Сложно сказать, так это было или нет, однако то, что для юноши Аксенова в Магадане возможность общения с высокими интеллектуалами удивительно расширилась — это факт. Евгения Гинзбург жила на поселении, была известна многим как умная, культурная и образованная женщина. К тому же с немалым жизненным — то есть лагерным — опытом. Стоит ли удивляться, что оказавшиеся в таком же положении умные, культурные и порой очень хорошо образованные бывшие зэки тянулись к ней.
Уже в 1990-е годы Василий Павлович вспоминал, как каждую неделю к ним в барак — в гости к воспитательнице круглосуточного детского сада, только что переведенной в так называемые музработники (то есть в пианистки), — приходили некогда врачи и профессора, а ныне вахтеры и уборщики, и вели интереснейшие разговоры. И было это не что иное, как «салон». Целых 15 метров! На втором этаже. Из двадцати комнат в коридоре — эта одна из лучших. А может, и самая лучшая. С отличным окном. Василию ширмой отгородили отдельный уголок. Там стояли железная койка, стул, стол, а на нем — чернильница, бумага и учебники. Были и шерстяное одеяло, и пуховая подушка.

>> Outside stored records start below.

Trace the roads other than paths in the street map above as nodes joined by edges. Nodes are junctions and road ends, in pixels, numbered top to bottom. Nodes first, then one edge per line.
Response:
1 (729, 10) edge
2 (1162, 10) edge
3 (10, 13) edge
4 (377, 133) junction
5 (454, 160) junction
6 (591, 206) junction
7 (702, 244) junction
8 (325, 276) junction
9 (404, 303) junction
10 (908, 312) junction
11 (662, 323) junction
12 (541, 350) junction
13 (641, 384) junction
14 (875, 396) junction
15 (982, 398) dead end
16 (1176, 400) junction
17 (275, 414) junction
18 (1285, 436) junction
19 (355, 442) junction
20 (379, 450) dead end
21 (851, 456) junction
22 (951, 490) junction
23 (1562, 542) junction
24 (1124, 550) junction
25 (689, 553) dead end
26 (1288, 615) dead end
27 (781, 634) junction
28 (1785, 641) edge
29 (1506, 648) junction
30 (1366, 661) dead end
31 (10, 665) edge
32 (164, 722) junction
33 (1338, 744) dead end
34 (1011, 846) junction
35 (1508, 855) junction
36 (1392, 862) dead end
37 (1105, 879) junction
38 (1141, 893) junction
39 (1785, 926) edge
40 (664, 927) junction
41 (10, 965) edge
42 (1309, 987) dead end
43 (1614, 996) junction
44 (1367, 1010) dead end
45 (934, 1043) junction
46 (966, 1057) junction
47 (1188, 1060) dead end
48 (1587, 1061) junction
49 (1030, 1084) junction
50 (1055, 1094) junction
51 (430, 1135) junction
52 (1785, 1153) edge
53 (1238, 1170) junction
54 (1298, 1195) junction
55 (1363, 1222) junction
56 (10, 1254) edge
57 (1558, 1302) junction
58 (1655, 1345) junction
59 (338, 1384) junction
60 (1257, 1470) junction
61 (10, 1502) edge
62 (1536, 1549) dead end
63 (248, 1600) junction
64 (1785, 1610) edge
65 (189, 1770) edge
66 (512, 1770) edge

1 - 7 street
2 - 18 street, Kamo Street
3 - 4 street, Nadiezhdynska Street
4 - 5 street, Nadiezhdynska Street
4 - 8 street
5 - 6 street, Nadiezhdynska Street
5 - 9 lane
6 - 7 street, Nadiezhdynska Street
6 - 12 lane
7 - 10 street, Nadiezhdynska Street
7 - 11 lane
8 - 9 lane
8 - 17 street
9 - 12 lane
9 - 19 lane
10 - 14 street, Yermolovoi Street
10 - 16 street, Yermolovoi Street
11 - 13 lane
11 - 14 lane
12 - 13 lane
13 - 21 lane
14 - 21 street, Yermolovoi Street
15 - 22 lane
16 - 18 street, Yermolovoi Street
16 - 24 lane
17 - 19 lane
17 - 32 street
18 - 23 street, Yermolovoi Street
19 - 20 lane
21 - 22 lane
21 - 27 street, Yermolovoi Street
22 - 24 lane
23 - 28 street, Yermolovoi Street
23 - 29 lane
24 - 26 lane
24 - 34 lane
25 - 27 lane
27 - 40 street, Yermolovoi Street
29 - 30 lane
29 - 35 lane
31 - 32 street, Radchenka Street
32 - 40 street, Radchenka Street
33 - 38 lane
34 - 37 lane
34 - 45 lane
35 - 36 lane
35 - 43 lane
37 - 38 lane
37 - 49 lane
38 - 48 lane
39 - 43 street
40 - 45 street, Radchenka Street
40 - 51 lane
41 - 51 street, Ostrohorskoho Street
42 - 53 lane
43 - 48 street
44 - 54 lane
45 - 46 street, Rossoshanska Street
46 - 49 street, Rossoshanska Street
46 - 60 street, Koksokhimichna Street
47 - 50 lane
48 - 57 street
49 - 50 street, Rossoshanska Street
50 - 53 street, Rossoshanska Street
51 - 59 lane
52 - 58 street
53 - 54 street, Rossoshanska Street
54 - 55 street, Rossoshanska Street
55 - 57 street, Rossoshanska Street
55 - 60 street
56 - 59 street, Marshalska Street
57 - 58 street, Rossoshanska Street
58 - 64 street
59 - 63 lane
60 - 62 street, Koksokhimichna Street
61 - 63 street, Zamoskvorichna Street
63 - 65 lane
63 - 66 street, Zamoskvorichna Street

А по другую сторону ширмы звучали проза и стихи, шли дискуссии о философии и искусстве. Приходили профессор Симорин с женой Таней, жившие в хибарке напротив. У них, как у Евгении и Антона Вальтера, был лагерный роман, прошедший через колючую проволоку, запреты и разлуки. И кто знает, быть может, именно благодаря этой тюремной любви они покинули зону и теперь наслаждались печкой и «свободным совместным проживанием».
Симорин, когда-то сердцеед и всегда — блестящий остроумец и эрудит, привлекал Василия рассказами о встречах с людьми, чьи имена он видел на обложках учебников. Доктор Орлов щеголял редкими, но яркими парадоксами по всем вопросам жизни. Художница Вера Шухаева рассказывала про Париж, про Леже и Модильяни. Она работала в ателье, где порой ей случалось придать приличный вид тяжеловесным начальственным дамам.